In short
- The token fell 15% to $0.03, reversing gains made after its launch earlier this week.
- The order book imbalance and declining cumulative volume delta indicate that early sellers and new shorts are driving the downturn.
- The drop followed a network spoofing incident, even as the chain recorded 150,000 users, 4.7 million transactions and rising stablecoin flows.

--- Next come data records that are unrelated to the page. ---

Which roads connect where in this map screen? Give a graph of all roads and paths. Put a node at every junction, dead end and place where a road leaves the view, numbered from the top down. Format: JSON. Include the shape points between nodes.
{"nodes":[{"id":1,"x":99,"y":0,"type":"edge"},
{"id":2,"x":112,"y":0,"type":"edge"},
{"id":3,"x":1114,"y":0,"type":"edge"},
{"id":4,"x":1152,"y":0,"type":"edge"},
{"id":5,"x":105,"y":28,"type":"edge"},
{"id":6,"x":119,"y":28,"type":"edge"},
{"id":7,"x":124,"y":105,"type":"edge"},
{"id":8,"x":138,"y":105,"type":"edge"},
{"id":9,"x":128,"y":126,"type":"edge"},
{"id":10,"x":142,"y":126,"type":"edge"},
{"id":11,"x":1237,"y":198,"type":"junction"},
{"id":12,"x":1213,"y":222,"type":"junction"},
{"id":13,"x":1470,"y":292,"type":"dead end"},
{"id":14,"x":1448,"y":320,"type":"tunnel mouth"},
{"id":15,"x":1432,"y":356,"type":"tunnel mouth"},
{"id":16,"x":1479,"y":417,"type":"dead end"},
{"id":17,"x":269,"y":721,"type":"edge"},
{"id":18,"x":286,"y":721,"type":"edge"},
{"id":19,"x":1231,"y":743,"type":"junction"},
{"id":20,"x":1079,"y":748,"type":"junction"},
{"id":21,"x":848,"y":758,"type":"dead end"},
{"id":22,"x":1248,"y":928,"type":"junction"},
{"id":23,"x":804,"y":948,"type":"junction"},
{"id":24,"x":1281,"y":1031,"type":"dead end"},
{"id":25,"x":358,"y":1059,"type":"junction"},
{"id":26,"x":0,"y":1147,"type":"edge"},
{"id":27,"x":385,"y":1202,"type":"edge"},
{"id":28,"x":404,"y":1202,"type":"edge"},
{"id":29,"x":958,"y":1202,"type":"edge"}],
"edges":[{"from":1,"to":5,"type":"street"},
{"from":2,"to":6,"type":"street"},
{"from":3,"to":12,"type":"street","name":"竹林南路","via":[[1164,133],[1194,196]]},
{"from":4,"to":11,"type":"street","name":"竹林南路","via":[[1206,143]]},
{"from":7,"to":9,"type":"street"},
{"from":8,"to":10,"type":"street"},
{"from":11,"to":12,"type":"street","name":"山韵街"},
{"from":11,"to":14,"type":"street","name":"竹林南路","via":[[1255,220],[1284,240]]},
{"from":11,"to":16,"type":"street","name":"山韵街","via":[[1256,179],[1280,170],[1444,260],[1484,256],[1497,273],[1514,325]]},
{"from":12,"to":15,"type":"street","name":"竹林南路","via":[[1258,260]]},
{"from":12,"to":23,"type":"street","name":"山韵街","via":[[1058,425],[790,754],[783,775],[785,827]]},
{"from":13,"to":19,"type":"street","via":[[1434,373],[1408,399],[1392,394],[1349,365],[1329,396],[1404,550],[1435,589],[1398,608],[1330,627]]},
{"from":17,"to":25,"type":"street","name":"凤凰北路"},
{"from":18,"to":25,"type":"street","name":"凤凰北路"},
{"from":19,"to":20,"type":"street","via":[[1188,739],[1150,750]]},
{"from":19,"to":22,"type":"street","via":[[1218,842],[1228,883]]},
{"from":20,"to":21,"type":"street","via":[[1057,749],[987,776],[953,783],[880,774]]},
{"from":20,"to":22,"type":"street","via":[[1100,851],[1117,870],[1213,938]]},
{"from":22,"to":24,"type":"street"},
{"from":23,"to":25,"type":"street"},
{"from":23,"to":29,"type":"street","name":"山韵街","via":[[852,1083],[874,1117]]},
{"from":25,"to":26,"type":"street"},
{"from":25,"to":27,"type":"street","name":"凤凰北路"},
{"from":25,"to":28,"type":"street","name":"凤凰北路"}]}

The newly launched Layer-1 blockchain’s native token, Monad, suffered further losses on Thursday amid the volatility that has plagued the token since its debut about three days ago.
The crypto is down 15% to $0.03 in the past 24 hours, after falling from $0.04 late in the US trading session. It continues to rise 47% since its debut on November 25, mainly thanks to the solid increase from an opening price of around $0.02, according to CoinGecko data.
Some signs point to early token holders making gains with a 10% bid-ask delta indicator in the order book turning negative after Monad stabilized around $0.47 on November 26.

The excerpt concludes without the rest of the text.